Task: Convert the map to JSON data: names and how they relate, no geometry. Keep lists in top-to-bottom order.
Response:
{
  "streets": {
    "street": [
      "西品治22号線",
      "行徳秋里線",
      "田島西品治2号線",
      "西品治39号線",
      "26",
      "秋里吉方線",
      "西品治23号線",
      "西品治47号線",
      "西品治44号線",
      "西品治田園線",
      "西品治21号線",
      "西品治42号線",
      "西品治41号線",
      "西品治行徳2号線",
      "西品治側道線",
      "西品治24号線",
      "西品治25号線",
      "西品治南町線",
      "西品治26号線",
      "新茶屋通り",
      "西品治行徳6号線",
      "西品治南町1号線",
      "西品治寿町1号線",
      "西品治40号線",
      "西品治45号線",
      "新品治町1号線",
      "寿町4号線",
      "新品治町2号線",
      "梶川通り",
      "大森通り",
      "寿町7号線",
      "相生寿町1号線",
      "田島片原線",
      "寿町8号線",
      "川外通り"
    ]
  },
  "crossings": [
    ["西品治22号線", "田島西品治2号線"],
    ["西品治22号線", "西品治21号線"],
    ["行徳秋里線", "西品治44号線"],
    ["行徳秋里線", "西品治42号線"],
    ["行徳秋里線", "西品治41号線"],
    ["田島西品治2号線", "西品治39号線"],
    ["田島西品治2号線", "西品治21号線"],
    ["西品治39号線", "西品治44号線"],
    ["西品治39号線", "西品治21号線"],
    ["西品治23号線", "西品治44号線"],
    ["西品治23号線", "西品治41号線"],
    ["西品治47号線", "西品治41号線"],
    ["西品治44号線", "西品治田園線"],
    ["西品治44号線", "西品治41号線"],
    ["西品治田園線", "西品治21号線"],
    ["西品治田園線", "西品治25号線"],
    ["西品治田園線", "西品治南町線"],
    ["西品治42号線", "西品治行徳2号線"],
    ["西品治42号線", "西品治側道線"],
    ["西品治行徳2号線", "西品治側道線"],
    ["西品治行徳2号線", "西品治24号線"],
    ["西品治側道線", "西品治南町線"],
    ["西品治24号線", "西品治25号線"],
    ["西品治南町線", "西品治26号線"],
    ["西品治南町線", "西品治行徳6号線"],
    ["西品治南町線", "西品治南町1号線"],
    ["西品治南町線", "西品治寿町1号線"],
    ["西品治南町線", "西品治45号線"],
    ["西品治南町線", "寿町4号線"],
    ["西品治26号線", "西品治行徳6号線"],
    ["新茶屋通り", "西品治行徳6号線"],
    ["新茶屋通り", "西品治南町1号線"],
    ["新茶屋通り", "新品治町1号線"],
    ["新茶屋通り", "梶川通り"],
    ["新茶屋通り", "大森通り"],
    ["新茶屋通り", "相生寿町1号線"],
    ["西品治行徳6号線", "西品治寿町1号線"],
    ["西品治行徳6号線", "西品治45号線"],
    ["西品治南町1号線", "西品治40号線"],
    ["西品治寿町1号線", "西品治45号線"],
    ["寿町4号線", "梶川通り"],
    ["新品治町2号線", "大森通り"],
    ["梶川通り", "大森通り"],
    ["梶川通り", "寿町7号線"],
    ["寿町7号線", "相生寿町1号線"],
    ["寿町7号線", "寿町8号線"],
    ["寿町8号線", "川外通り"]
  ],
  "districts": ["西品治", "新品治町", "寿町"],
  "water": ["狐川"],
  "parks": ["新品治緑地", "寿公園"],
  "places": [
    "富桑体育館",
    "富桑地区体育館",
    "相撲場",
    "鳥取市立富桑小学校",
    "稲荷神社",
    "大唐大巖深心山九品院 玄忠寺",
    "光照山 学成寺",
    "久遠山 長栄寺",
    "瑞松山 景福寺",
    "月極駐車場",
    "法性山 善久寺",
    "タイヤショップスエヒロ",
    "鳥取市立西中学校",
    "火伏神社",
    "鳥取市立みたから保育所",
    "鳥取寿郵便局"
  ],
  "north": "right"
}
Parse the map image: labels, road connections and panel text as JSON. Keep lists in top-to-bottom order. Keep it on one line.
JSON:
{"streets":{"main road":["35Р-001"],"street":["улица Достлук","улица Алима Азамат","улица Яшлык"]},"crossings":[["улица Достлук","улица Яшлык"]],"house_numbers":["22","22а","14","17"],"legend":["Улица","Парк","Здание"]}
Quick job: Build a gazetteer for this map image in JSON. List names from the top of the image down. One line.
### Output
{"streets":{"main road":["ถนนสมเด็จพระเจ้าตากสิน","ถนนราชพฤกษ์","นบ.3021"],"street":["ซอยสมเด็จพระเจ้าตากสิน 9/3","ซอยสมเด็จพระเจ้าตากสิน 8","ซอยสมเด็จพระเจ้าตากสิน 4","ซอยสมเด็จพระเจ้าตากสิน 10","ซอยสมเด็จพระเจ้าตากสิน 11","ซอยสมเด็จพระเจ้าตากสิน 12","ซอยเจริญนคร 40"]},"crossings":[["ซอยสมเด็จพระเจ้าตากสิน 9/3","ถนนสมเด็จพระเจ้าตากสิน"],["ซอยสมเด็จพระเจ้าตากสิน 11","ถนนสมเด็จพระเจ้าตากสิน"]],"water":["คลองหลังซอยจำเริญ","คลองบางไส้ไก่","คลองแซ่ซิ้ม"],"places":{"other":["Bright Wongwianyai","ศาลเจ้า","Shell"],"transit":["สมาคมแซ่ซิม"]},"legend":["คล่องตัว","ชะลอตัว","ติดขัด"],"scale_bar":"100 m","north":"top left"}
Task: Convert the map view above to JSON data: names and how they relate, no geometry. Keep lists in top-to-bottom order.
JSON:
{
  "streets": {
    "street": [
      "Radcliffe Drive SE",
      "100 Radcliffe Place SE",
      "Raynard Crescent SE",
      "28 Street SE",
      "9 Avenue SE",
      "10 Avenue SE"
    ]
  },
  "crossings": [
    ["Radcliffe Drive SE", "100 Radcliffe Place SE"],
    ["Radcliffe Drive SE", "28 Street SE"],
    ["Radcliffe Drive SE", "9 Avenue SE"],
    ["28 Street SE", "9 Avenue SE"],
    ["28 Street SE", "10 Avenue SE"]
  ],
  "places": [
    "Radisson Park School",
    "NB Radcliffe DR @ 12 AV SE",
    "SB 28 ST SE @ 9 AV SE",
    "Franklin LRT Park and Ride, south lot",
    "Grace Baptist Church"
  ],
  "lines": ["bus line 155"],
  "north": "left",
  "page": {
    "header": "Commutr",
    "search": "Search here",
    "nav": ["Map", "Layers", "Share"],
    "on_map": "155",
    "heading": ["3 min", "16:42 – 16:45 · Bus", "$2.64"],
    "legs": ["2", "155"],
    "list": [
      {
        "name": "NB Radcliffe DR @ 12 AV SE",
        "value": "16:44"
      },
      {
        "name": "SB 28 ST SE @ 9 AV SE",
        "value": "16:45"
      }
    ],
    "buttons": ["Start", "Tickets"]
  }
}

**WHAT TO WORK ON**
In the data above, find the line with "Parse the map" and the line with "Quick job: Build". Retype both, plus every line between them, exactly.

**RESPONSE TO THE EXERCISE**
Parse the map image: labels, road connections and panel text as JSON. Keep lists in top-to-bottom order. Keep it on one line.
JSON:
{"streets":{"main road":["35Р-001"],"street":["улица Достлук","улица Алима Азамат","улица Яшлык"]},"crossings":[["улица Достлук","улица Яшлык"]],"house_numbers":["22","22а","14","17"],"legend":["Улица","Парк","Здание"]}
Quick job: Build a gazetteer for this map image in JSON. List names from the top of the image down. One line.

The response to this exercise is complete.